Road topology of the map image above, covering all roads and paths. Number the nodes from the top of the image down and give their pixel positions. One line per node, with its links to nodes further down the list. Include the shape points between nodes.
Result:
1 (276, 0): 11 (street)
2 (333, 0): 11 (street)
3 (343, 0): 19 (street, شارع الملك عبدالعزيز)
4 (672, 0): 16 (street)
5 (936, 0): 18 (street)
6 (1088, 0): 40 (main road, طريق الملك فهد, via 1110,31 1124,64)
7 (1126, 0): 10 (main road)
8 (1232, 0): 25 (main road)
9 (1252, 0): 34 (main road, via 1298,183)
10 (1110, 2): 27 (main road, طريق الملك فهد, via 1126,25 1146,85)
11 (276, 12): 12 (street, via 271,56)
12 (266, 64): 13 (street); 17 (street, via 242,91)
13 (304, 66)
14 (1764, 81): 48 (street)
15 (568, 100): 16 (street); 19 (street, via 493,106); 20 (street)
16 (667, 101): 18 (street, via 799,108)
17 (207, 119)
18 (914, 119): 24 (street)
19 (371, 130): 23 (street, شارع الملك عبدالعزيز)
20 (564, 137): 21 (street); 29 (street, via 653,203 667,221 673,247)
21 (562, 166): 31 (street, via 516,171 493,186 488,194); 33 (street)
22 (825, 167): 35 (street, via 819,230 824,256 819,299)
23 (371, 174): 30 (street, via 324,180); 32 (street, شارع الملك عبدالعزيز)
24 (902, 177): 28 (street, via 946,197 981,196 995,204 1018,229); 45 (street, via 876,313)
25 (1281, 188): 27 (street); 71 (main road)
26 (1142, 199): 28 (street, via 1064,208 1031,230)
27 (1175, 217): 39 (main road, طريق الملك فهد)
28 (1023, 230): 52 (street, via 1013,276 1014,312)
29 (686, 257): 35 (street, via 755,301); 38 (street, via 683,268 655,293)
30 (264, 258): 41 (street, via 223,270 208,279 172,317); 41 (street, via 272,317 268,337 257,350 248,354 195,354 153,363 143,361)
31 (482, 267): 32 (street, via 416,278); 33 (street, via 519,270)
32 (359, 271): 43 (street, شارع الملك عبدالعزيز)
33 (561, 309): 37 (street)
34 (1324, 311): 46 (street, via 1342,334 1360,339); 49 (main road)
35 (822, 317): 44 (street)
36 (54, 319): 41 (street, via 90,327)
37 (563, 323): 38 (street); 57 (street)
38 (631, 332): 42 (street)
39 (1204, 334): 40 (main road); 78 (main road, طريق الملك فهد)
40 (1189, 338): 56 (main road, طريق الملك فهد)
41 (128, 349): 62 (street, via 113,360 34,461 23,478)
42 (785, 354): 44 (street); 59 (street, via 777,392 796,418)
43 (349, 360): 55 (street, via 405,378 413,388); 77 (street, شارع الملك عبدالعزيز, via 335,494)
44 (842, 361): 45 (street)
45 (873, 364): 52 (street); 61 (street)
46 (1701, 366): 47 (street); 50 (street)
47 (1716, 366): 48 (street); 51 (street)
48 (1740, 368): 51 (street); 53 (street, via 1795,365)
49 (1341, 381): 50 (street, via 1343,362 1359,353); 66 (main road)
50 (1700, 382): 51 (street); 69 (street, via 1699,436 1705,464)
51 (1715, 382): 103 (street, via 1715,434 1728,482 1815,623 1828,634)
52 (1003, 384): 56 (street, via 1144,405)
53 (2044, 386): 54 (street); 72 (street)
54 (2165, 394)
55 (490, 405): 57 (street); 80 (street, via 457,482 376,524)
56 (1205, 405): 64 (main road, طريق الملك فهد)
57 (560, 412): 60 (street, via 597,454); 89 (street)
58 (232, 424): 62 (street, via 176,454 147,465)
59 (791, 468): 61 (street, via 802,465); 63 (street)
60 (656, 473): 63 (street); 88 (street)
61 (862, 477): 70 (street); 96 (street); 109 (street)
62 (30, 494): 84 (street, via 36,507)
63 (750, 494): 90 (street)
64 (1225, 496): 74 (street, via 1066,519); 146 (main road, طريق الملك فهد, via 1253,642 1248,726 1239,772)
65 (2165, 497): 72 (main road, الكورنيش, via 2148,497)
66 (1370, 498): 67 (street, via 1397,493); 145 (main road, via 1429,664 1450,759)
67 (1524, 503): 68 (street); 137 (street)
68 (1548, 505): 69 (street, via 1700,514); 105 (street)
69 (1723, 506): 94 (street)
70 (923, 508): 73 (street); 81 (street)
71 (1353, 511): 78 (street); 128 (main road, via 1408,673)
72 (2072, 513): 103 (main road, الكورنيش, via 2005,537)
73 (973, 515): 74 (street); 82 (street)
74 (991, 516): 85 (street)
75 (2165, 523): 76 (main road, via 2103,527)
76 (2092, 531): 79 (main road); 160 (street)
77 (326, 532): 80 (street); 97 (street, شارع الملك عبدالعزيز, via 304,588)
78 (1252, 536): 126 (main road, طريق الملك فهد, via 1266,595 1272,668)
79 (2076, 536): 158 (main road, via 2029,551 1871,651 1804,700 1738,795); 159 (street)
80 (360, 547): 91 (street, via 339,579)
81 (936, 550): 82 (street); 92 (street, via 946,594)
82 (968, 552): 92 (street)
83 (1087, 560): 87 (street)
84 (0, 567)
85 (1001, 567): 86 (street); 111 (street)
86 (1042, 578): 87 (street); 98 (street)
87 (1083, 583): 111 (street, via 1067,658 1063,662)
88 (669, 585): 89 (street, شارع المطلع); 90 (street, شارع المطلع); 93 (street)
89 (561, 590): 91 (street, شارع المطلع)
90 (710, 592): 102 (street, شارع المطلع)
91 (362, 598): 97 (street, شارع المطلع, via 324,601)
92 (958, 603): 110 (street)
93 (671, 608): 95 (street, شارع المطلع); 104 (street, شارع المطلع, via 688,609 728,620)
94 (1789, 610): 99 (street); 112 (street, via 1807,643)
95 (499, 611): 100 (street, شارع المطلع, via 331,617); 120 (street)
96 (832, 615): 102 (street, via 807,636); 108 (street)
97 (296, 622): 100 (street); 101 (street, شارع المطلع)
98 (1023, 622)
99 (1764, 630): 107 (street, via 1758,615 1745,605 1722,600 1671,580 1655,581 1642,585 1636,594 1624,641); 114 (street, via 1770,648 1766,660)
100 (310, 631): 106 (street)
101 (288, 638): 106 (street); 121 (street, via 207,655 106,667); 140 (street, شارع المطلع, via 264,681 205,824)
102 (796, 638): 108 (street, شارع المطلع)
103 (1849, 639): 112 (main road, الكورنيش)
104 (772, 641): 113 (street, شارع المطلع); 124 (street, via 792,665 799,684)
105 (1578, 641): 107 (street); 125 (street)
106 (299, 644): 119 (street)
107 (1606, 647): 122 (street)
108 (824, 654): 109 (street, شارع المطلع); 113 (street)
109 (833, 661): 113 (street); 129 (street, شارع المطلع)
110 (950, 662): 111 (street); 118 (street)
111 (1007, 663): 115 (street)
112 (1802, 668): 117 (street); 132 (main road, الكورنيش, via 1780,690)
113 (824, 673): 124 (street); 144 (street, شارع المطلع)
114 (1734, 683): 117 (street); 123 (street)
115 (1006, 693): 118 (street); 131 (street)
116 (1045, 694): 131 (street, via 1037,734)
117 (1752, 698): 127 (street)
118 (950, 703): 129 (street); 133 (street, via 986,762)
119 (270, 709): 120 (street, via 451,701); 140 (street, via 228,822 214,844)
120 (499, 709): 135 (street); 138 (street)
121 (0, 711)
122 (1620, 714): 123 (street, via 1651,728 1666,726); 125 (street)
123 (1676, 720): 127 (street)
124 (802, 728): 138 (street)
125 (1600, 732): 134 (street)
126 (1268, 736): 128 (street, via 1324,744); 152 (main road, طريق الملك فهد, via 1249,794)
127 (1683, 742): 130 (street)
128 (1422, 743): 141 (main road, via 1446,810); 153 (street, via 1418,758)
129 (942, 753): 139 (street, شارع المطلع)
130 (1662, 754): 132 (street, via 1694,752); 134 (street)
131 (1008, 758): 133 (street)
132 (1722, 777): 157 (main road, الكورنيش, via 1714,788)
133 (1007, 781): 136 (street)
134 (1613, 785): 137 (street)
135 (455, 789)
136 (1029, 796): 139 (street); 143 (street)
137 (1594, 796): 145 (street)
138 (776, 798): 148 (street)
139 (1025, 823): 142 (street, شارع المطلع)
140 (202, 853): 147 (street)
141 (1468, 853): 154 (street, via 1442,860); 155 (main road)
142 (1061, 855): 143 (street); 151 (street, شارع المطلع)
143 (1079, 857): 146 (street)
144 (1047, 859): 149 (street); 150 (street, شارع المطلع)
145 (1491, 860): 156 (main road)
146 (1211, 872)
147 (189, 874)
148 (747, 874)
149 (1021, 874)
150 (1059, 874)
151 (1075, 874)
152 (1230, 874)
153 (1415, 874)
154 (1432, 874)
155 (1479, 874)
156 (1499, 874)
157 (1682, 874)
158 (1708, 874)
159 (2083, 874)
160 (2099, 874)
^^^^
Check every line above for the string "الكورنيش" and copy those that have it.

Answer box:
65 (2165, 497): 72 (main road, الكورنيش, via 2148,497)
72 (2072, 513): 103 (main road, الكورنيش, via 2005,537)
103 (1849, 639): 112 (main road, الكورنيش)
112 (1802, 668): 117 (street); 132 (main road, الكورنيش, via 1780,690)
132 (1722, 777): 157 (main road, الكورنيش, via 1714,788)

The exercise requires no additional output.